Towards Fair and Robust Face Parsing for Generative AI: A Multi-Objective Approach
Sophia J. Abraham, Jonathan D. Hauenstein, Walter J. Scheirer
TL;DR
This work tackles bias and fragility in facial parsing by proposing a homotopy-based multi-objective framework that jointly optimizes accuracy, fairness, and robustness. The method combines a Dice-based accuracy term, a fairness term capturing variance of per-group mIoU, and a robustness term against perturbations, scheduled dynamically via $\\alpha(t)$, $\\beta(t)$, and $\\gamma(t)$ with options including Linear, Sigmoid, and Piecewise schedules.
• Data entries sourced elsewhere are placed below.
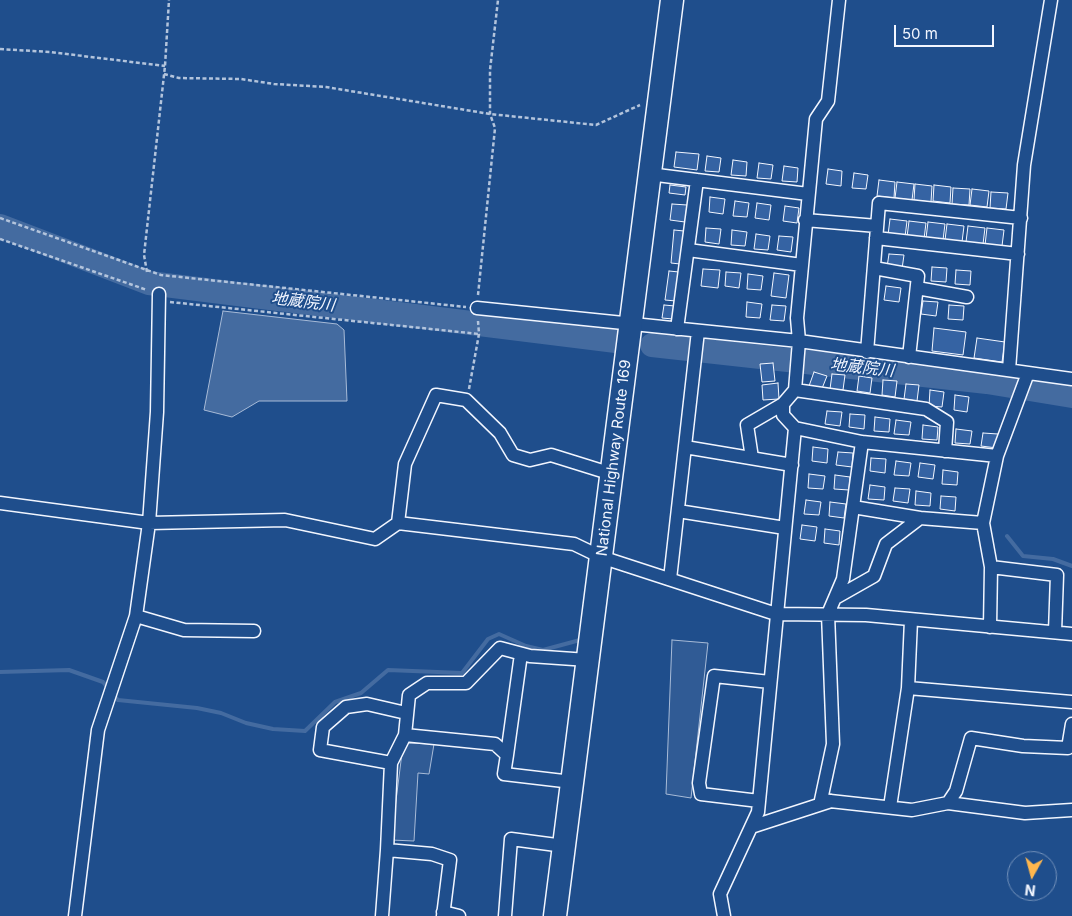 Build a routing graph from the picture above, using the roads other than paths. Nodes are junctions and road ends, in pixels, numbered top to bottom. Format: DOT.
graph roads {
  1 [pos="672,0"];
  2 [pos="839,0"];
  3 [pos="1051,0"];
  4 [pos="649,174"];
  5 [pos="697,180"];
  6 [pos="808,194"];
  7 [pos="1020,218"];
  8 [pos="805,220"];
  9 [pos="877,232"];
  10 [pos="688,250"];
  11 [pos="1018,254"];
  12 [pos="802,265"];
  13 [pos="874,268"];
  14 [pos="917,288"];
  15 [pos="159,297"];
  16 [pos="967,297"];
  17 [pos="477,308"];
  18 [pos="631,324"];
  19 [pos="677,329"];
  20 [pos="697,344"];
  21 [pos="867,352"];
  22 [pos="798,353"];
  23 [pos="910,357"];
  24 [pos="1009,370"];
  25 [pos="1026,379"];
  26 [pos="1072,379"];
  27 [pos="794,390"];
  28 [pos="783,404"];
  29 [pos="795,428"];
  30 [pos="862,442"];
  31 [pos="685,447"];
  32 [pos="945,451"];
  33 [pos="997,456"];
  34 [pos="752,458"];
  35 [pos="792,465"];
  36 [pos="612,474"];
  37 [pos="0,503"];
  38 [pos="853,507"];
  39 [pos="678,511"];
  40 [pos="920,518"];
  41 [pos="149,523"];
  42 [pos="398,523"];
  43 [pos="983,523"];
  44 [pos="785,528"];
  45 [pos="601,557"];
  46 [pos="991,567"];
  47 [pos="670,579"];
  48 [pos="836,597"];
  49 [pos="776,614"];
  50 [pos="828,614"];
  51 [pos="136,616"];
  52 [pos="911,620"];
  53 [pos="990,627"];
  54 [pos="254,631"];
  55 [pos="1055,632"];
  56 [pos="1072,634"];
  57 [pos="521,654"];
  58 [pos="588,660"];
  59 [pos="770,682"];
  60 [pos="908,688"];
  61 [pos="1072,702"];
  62 [pos="406,712"];
  63 [pos="1072,724"];
  64 [pos="405,735"];
  65 [pos="1070,748"];
  66 [pos="507,755"];
  67 [pos="391,763"];
  68 [pos="572,782"];
  69 [pos="759,801"];
  70 [pos="831,801"];
  71 [pos="948,803"];
  72 [pos="890,807"];
  73 [pos="1072,810"];
  74 [pos="751,827"];
  75 [pos="564,846"];
  76 [pos="386,850"];
  77 [pos="443,914"];
  78 [pos="75,916"];
  79 [pos="382,916"];
  80 [pos="459,916"];
  81 [pos="505,916"];
  82 [pos="555,916"];
  83 [pos="724,916"];
  1 -- 4 [label="highway, National Highway Route 169"];
  2 -- 6 [label="street"];
  3 -- 7 [label="street"];
  4 -- 5 [label="street"];
  4 -- 18 [label="highway, National Highway Route 169"];
  5 -- 6 [label="street"];
  5 -- 10 [label="street"];
  6 -- 8 [label="street"];
  7 -- 9 [label="street"];
  7 -- 11 [label="street"];
  8 -- 9 [label="street"];
  8 -- 12 [label="street"];
  9 -- 11 [label="street"];
  9 -- 13 [label="street"];
  10 -- 12 [label="street"];
  10 -- 19 [label="street"];
  11 -- 24 [label="street"];
  12 -- 22 [label="street"];
  13 -- 14 [label="street"];
  13 -- 21 [label="street"];
  14 -- 16 [label="street"];
  14 -- 23 [label="street"];
  15 -- 41 [label="street"];
  17 -- 18 [label="street"];
  18 -- 19 [label="street"];
  18 -- 36 [label="highway, National Highway Route 169"];
  19 -- 20 [label="street"];
  20 -- 22 [label="street"];
  20 -- 31 [label="street"];
  21 -- 22 [label="street"];
  21 -- 23 [label="street"];
  22 -- 27 [label="street"];
  23 -- 24 [label="street"];
  24 -- 25 [label="street"];
  25 -- 26 [label="street"];
  25 -- 33 [label="street"];
  27 -- 28 [label="street"];
  27 -- 32 [label="street"];
  28 -- 29 [label="street"];
  28 -- 34 [label="street"];
  29 -- 30 [label="street"];
  29 -- 35 [label="street"];
  30 -- 32 [label="street"];
  30 -- 38 [label="street"];
  31 -- 34 [label="street"];
  31 -- 39 [label="street"];
  32 -- 33 [label="street"];
  33 -- 43 [label="street"];
  34 -- 35 [label="street"];
  35 -- 44 [label="street"];
  36 -- 42 [label="street"];
  36 -- 45 [label="highway, National Highway Route 169"];
  37 -- 41 [label="street"];
  38 -- 40 [label="street"];
  38 -- 48 [label="street"];
  39 -- 44 [label="street"];
  39 -- 47 [label="street"];
  40 -- 43 [label="street"];
  40 -- 48 [label="street"];
  41 -- 42 [label="street"];
  41 -- 51 [label="street"];
  42 -- 45 [label="street"];
  43 -- 46 [label="street"];
  44 -- 49 [label="street"];
  45 -- 47 [label="street"];
  45 -- 58 [label="highway, National Highway Route 169"];
  46 -- 53 [label="street"];
  46 -- 55 [label="street"];
  47 -- 49 [label="street"];
  48 -- 50 [label="street"];
  49 -- 50 [label="street"];
  49 -- 59 [label="street"];
  50 -- 52 [label="street"];
  50 -- 70 [label="street"];
  51 -- 54 [label="street"];
  51 -- 78 [label="street"];
  52 -- 53 [label="street"];
  52 -- 60 [label="street"];
  53 -- 55 [label="street"];
  55 -- 56 [label="street"];
  57 -- 58 [label="street"];
  57 -- 62 [label="street"];
  57 -- 66 [label="street"];
  58 -- 68 [label="highway, National Highway Route 169"];
  59 -- 69 [label="street"];
  59 -- 69 [label="street"];
  60 -- 61 [label="street"];
  60 -- 72 [label="street"];
  62 -- 64 [label="street"];
  62 -- 67 [label="street"];
  63 -- 65 [label="street"];
  64 -- 66 [label="street"];
  64 -- 67 [label="street"];
  65 -- 71 [label="street"];
  66 -- 68 [label="street"];
  67 -- 76 [label="street"];
  68 -- 75 [label="highway, National Highway Route 169"];
  69 -- 74 [label="street"];
  70 -- 72 [label="street"];
  70 -- 74 [label="street"];
  71 -- 72 [label="street"];
  71 -- 73 [label="street"];
  74 -- 83 [label="street"];
  75 -- 81 [label="street"];
  75 -- 82 [label="highway, National Highway Route 169"];
  76 -- 77 [label="street"];
  76 -- 79 [label="street"];
  77 -- 80 [label="street"];
}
The authors validate the approach by integrating both single- and multi-objective parsers into GAN-based (Pix2PixHD) and diffusion-based (ControlNet) face synthesis pipelines, showing improvements in segmentation fairness, robustness, and downstream synthesis quality as measured by $\\mathrm{FID}$ and $\\mathrm{LPIPS}$. They provide a comprehensive evaluation on CelebAMask-HQ, including class-wise segmentation, perturbation tests, and cross-method comparisons, and present preliminary diffusion-based results to motivate broader exploration. The work demonstrates that fairness-aware segmentation can enhance photorealism and demographic consistency in generated faces, offering a pathway toward bias-aware generative AI while acknowledging computational and dataset limitations and proposing future directions for broader applicability.
Abstract
Face parsing is a fundamental task in computer vision, enabling applications such as identity verification, facial editing, and controllable image synthesis. However, existing face parsing models often lack fairness and robustness, leading to biased segmentation across demographic groups and errors under occlusions, noise, and domain shifts. These limitations affect downstream face synthesis, where segmentation biases can degrade generative model outputs. We propose a multi-objective learning framework that optimizes accuracy, fairness, and robustness in face parsing. Our approach introduces a homotopy-based loss function that dynamically adjusts the importance of these objectives during training. To evaluate its impact, we compare multi-objective and single-objective U-Net models in a GAN-based face synthesis pipeline (Pix2PixHD). Our results show that fairness-aware and robust segmentation improves photorealism and consistency in face generation. Additionally, we conduct preliminary experiments using ControlNet, a structured conditioning model for diffusion-based synthesis, to explore how segmentation quality influences guided image generation. Our findings demonstrate that multi-objective face parsing improves demographic consistency and robustness, leading to higher-quality GAN-based synthesis.